一圈圈帶血紅繩困在白屍屍身來,在白屍的掙扎下,越收越緊,很快白屍的動作就被迫減緩下來了,見此龍婆猛然上前一步,一道道事先準備就緒的符籙,毫不猶豫的貼在白屍的腦門上,本來掙扎不堪的白屍,很快就站在原地一動不動。
“事成了。”二叔拍了拍手掌,讚賞說道。
龍婆也抽身出來了,僧侶們加快速度捆綁起白屍,幾個人開始靠攏起來,生怕白屍再有異動傷人的舉動。
我在二叔旁邊是看得目瞪口呆,這收服的速度,也太快了吧。
龍婆跟二叔笑談了幾句,在二叔的旁說了,龍婆說所幸白屍是被驚嚇醒來的,要是等時機成熟的話,這白屍完全可以變成紅屍,到了那個時候,就不會這麽輕易被收服了,徹底成為了禍害。
我摸了摸後脖子,隻感覺脖子發麻感已經不存了,只是無端脖子發癢,摸出拉壺佛牌,症狀也就沒有了。

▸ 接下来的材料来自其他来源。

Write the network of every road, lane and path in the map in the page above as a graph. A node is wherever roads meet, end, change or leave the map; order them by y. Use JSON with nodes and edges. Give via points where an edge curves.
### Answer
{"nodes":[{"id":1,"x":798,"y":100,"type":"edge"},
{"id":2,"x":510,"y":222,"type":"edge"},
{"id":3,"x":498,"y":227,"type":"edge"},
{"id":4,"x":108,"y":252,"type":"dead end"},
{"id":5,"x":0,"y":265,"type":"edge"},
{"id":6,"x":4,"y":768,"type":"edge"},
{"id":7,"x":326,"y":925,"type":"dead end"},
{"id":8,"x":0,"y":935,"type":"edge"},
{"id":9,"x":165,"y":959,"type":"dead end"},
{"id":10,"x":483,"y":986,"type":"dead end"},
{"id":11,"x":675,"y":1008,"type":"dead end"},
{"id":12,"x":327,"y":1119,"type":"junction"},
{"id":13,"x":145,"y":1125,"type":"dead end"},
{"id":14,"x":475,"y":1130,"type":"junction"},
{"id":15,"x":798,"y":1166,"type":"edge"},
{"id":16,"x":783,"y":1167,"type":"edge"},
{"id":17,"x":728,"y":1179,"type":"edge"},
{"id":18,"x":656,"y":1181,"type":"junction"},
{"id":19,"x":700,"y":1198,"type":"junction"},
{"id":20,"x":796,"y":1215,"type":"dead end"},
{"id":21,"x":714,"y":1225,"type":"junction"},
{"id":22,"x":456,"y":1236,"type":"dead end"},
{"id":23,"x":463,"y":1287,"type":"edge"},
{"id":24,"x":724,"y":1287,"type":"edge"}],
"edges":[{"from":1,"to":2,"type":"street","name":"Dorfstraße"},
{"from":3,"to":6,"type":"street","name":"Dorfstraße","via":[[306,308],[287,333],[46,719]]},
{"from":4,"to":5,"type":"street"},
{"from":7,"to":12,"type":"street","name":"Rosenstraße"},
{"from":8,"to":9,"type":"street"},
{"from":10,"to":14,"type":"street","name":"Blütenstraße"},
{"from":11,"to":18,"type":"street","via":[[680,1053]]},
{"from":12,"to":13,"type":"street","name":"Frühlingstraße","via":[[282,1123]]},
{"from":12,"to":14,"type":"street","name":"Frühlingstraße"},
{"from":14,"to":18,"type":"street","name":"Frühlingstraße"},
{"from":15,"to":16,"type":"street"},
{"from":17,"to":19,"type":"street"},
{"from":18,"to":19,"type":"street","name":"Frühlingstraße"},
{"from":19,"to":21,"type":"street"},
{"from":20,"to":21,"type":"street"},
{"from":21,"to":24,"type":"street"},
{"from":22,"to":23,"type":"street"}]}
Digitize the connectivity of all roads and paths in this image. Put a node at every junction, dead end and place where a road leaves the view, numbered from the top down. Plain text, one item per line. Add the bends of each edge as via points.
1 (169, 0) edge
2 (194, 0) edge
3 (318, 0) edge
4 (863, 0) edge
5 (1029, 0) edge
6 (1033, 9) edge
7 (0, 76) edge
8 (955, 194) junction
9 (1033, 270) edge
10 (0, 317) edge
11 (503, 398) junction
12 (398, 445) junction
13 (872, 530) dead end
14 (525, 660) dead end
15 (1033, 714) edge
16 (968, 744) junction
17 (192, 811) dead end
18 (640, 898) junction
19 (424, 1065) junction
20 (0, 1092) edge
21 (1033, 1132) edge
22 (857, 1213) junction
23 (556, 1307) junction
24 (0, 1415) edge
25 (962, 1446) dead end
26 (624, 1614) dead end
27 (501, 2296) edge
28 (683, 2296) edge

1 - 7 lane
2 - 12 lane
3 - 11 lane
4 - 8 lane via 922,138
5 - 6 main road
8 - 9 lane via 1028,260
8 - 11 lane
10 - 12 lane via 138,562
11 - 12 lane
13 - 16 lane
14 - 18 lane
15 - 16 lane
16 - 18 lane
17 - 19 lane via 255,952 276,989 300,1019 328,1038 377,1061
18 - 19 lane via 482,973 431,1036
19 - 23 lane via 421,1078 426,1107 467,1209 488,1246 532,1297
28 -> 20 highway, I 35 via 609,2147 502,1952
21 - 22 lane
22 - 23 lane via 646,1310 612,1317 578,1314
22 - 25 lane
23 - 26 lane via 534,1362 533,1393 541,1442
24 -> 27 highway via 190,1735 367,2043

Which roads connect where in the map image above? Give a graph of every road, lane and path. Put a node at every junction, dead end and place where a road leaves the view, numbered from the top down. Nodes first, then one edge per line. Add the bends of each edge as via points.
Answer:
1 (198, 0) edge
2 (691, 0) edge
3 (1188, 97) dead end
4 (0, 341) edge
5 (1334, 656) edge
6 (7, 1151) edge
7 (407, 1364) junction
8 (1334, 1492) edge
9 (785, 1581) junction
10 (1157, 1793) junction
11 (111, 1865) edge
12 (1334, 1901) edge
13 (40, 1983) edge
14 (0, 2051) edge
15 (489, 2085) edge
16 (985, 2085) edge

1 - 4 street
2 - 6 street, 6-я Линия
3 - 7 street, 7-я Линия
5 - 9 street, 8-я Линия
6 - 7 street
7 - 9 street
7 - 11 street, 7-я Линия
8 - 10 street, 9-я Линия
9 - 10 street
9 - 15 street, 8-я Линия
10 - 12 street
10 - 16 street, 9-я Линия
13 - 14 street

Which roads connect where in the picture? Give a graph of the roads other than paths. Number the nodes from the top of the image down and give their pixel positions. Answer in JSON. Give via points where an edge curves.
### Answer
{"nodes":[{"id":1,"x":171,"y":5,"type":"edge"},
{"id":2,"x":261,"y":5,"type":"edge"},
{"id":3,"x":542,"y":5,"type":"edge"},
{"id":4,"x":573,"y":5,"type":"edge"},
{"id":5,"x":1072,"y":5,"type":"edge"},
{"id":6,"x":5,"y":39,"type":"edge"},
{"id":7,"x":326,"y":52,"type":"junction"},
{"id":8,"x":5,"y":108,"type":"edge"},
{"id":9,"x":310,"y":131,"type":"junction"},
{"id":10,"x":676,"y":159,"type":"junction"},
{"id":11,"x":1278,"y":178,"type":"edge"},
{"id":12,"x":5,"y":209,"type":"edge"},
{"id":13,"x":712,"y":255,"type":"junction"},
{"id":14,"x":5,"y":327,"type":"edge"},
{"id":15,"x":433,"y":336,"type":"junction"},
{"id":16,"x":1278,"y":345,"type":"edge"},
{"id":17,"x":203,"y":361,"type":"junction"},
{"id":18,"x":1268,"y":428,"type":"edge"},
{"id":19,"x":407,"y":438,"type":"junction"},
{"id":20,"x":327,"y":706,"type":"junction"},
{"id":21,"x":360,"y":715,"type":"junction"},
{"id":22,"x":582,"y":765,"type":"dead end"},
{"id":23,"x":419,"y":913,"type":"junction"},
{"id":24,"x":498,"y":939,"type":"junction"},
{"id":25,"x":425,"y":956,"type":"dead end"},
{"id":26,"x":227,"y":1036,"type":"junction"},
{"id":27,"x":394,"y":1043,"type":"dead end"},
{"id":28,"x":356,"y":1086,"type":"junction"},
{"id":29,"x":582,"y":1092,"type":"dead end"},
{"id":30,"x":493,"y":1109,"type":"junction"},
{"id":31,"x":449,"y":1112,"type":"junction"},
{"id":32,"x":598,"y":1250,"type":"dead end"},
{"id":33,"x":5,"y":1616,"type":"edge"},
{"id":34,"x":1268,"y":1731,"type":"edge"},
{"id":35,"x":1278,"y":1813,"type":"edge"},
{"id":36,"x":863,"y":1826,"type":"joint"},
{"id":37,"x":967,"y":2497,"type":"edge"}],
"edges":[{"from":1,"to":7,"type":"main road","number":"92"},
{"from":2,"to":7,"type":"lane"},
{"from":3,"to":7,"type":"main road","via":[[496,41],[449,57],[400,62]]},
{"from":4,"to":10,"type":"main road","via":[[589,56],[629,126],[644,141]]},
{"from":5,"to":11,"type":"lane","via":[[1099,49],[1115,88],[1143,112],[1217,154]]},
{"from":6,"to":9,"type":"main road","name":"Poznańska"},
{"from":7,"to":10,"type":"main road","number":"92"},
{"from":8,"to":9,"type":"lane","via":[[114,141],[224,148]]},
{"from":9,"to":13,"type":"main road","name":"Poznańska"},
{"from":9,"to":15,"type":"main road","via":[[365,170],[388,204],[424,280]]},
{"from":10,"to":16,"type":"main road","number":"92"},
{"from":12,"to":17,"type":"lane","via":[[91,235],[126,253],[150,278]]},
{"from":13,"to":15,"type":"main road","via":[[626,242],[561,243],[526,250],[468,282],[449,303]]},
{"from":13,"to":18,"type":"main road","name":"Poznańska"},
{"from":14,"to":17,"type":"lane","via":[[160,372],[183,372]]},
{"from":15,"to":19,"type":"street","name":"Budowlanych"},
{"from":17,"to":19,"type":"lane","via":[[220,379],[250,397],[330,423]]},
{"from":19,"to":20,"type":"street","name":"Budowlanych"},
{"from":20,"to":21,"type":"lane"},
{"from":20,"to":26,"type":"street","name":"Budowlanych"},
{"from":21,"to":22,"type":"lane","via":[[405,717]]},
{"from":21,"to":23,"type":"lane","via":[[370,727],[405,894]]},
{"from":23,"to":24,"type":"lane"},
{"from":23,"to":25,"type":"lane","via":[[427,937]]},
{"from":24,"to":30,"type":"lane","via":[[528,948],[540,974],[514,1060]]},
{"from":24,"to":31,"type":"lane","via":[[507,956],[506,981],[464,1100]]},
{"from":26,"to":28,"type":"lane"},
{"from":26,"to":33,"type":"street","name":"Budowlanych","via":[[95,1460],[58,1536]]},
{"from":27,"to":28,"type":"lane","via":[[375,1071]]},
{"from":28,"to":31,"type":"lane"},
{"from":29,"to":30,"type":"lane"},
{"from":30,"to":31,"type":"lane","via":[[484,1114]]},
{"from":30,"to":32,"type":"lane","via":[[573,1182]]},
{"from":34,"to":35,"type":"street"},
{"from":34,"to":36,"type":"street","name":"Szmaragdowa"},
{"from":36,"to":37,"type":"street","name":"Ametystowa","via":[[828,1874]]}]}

“拉壺佛牌替我擋了一劫……”我摸著脖子上的拉壺佛牌。
不過錢跟比命比起來,孰輕孰重,我還是可以接受了。
這次撿了一條小命,聽二叔說來也是不容易,要不是二叔經驗老道,搭上去的人,可就不止那幾個紋身大漢了。
可當後來龍婆說起這具白屍的由來,不禁讓得我們動容,大惡不赦的冤魂厲鬼,生前往事往往令得人唏噓不已。
或許這具白屍成為這樣的存在,也不完全怪得她。